▸ **DESCRIPTION OF THE TASK**:
In the material below, how many lines contain "Chanute"? Answer with the number alone.

# # # # #

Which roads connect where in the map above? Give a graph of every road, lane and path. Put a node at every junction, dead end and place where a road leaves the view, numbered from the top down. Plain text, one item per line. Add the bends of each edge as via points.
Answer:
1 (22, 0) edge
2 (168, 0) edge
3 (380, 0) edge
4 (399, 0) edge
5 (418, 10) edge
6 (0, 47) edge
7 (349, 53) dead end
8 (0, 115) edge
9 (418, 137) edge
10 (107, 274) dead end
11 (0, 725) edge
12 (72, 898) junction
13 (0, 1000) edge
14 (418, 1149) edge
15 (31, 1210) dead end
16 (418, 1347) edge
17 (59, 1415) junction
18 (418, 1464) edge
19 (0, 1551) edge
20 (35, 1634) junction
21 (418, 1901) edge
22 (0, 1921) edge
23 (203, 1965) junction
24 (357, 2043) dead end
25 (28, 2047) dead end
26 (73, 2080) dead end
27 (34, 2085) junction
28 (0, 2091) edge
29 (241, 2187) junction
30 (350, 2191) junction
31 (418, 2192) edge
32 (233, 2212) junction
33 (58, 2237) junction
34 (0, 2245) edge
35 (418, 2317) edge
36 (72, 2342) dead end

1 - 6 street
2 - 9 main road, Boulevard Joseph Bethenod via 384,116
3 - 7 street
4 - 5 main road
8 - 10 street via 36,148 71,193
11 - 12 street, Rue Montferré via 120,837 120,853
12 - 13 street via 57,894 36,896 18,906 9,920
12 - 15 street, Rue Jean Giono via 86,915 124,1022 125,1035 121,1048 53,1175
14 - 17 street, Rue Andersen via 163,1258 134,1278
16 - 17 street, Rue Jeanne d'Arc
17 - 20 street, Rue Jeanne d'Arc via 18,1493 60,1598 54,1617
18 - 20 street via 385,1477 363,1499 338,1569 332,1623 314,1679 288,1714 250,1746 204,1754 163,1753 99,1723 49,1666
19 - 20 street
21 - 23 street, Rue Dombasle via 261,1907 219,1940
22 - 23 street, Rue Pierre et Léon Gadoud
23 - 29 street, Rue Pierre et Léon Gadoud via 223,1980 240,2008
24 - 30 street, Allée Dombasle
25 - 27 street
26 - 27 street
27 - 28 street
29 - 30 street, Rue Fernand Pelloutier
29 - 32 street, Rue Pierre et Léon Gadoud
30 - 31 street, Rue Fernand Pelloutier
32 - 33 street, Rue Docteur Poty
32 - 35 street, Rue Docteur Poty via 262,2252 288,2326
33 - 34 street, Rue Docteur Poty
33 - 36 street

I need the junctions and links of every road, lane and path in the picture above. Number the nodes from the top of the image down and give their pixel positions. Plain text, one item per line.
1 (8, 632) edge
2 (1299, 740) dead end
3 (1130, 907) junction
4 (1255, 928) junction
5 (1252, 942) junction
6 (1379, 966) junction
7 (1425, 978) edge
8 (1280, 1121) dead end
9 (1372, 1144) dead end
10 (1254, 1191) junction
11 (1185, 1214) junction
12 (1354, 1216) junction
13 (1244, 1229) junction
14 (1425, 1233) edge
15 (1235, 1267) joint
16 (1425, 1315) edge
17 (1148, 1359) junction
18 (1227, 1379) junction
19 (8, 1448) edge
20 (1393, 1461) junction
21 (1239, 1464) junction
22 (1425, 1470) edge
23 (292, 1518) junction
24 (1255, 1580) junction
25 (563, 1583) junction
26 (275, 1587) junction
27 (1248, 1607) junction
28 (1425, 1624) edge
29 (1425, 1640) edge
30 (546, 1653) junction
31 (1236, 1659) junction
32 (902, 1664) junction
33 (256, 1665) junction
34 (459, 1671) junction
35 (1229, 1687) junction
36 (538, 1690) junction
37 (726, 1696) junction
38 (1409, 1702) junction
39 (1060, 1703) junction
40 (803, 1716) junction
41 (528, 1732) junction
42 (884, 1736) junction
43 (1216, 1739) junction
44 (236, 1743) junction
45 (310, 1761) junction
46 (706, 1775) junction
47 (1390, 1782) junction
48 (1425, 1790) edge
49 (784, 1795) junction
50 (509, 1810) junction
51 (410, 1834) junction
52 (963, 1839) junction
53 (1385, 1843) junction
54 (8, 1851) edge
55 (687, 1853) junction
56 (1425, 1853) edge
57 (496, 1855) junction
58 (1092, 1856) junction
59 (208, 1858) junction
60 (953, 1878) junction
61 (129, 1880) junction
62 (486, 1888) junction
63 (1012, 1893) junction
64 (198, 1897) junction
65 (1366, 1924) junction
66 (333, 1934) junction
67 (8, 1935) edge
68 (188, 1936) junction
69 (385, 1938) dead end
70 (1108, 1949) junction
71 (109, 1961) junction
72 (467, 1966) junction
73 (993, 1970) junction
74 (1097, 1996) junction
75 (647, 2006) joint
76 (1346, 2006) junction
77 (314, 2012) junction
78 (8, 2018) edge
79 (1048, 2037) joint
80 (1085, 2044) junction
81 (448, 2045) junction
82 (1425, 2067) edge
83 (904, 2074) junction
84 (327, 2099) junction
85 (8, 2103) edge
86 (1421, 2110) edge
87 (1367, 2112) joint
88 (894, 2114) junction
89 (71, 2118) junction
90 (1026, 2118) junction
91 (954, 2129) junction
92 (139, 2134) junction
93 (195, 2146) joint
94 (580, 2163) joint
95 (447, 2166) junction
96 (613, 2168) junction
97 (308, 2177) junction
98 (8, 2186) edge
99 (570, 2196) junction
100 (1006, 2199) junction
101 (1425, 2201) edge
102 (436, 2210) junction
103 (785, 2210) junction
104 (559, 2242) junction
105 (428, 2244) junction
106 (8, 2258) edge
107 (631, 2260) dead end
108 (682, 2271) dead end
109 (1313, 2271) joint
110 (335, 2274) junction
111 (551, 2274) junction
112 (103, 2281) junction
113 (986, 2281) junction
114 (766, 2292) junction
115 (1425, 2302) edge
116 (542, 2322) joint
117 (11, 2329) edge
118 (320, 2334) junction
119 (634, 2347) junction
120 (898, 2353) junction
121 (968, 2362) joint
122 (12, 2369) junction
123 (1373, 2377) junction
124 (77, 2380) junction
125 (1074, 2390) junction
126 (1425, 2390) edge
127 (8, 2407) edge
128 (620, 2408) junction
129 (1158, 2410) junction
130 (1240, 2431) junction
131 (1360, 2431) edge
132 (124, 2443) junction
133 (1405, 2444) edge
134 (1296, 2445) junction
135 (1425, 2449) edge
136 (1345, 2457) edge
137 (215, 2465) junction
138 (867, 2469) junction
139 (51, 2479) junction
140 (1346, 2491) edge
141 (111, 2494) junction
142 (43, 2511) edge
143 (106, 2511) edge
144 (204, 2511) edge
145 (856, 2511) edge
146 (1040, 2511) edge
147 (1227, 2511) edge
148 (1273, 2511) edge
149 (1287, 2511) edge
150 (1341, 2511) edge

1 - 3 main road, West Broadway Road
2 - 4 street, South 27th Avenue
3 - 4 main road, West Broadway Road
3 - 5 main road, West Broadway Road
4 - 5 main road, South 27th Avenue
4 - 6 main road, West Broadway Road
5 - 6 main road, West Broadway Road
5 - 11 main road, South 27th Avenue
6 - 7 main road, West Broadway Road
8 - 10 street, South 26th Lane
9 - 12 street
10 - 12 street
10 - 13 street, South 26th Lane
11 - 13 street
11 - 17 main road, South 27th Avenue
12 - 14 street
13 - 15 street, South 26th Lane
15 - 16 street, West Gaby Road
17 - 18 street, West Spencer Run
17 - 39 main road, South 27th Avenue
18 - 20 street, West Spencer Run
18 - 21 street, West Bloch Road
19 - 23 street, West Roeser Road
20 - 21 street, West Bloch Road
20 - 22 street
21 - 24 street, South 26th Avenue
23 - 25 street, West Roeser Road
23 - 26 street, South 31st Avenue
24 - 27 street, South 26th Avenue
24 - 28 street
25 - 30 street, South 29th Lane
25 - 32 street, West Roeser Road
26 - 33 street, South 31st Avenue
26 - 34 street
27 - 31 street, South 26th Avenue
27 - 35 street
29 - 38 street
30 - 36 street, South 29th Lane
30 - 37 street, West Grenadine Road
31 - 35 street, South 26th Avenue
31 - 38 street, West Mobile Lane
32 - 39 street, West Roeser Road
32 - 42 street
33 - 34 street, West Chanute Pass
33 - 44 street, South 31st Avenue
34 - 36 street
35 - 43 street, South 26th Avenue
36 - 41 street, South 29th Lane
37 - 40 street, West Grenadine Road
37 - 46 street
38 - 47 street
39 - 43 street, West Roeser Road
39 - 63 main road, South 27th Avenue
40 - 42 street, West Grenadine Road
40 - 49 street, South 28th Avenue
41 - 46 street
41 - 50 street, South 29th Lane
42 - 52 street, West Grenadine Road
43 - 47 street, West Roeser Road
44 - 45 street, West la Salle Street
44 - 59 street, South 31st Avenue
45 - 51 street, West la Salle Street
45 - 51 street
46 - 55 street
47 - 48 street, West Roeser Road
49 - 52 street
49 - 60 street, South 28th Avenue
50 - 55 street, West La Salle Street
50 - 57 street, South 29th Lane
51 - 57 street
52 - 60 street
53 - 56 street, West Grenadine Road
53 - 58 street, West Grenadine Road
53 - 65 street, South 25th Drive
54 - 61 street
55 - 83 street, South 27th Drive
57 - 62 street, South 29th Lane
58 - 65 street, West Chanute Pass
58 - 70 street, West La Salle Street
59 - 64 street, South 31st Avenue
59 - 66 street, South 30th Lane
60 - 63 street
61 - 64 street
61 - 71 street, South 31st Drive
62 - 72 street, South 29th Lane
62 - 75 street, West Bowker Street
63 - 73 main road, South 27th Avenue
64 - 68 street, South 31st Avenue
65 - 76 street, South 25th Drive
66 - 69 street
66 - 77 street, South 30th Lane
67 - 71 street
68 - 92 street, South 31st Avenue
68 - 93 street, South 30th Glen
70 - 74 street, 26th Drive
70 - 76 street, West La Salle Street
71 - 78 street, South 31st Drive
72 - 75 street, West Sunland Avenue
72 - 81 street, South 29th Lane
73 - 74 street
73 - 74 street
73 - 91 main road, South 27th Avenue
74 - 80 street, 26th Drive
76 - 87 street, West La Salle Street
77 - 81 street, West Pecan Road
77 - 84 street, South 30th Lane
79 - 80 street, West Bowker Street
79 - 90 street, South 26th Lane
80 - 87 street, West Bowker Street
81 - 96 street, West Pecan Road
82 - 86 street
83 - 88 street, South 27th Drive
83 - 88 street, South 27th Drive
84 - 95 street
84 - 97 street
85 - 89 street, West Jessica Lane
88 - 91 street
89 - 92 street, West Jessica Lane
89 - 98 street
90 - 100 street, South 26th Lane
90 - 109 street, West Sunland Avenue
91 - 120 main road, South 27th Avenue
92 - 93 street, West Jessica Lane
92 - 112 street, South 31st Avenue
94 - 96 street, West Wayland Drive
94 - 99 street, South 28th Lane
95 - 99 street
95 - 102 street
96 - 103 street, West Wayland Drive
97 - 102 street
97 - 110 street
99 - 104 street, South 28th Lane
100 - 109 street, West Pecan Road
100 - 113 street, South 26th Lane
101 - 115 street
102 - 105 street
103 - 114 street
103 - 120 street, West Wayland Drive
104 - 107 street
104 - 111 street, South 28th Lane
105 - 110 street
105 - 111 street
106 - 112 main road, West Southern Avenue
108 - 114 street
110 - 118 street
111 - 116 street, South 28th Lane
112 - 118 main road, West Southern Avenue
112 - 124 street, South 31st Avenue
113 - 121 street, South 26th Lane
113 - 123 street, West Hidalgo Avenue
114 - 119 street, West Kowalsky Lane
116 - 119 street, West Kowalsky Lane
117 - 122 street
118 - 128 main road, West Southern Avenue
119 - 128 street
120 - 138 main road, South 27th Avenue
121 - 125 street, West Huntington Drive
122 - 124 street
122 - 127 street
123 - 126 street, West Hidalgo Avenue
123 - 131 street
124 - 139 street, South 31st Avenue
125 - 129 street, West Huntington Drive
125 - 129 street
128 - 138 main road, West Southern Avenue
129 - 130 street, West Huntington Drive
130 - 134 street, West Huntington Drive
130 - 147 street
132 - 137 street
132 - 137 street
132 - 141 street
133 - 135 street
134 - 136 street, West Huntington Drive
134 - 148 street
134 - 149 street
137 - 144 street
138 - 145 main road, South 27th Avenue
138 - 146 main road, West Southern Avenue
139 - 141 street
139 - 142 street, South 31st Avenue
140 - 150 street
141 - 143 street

# # # # #

▸ **RESPONSE FOR THIS EXERCISE**:
2